> [Task instructions]: Print every record below exactly as it stands, but leave out the pictures.
☆ ☆ ☆ ☆
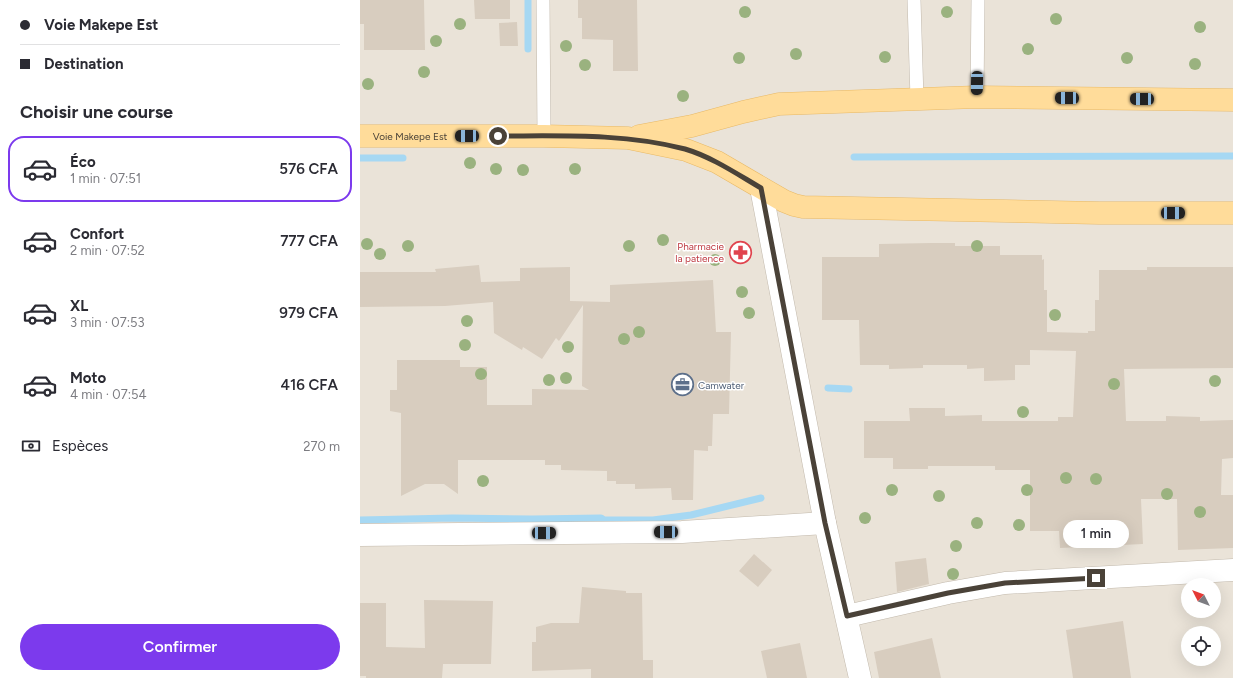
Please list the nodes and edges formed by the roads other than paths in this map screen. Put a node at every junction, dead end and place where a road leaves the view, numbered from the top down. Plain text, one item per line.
1 (543, 0) edge
2 (914, 0) edge
3 (978, 0) edge
4 (977, 97) junction
5 (917, 99) junction
6 (1233, 100) edge
7 (360, 136) edge
8 (544, 136) junction
9 (628, 138) junction
10 (761, 188) junction
11 (1233, 214) edge
12 (825, 523) junction
13 (360, 535) edge
14 (1233, 570) edge
15 (847, 616) junction
16 (860, 678) edge

1 - 8 lane
2 - 5 lane
3 - 4 lane
4 - 5 main road
4 - 6 main road
5 - 9 main road
7 - 8 main road, Voie Makepe Est
8 - 9 main road, Voie Makepe Est
9 - 10 main road
10 - 11 main road
10 - 12 street
12 - 13 street
12 - 15 street
14 - 15 street
15 - 16 street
☆ ☆ ☆ ☆
> [Answer to the exercise]:
Please list the nodes and edges formed by the roads other than paths in this map screen. Put a node at every junction, dead end and place where a road leaves the view, numbered from the top down. Plain text, one item per line.
1 (543, 0) edge
2 (914, 0) edge
3 (978, 0) edge
4 (977, 97) junction
5 (917, 99) junction
6 (1233, 100) edge
7 (360, 136) edge
8 (544, 136) junction
9 (628, 138) junction
10 (761, 188) junction
11 (1233, 214) edge
12 (825, 523) junction
13 (360, 535) edge
14 (1233, 570) edge
15 (847, 616) junction
16 (860, 678) edge

1 - 8 lane
2 - 5 lane
3 - 4 lane
4 - 5 main road
4 - 6 main road
5 - 9 main road
7 - 8 main road, Voie Makepe Est
8 - 9 main road, Voie Makepe Est
9 - 10 main road
10 - 11 main road
10 - 12 street
12 - 13 street
12 - 15 street
14 - 15 street
15 - 16 street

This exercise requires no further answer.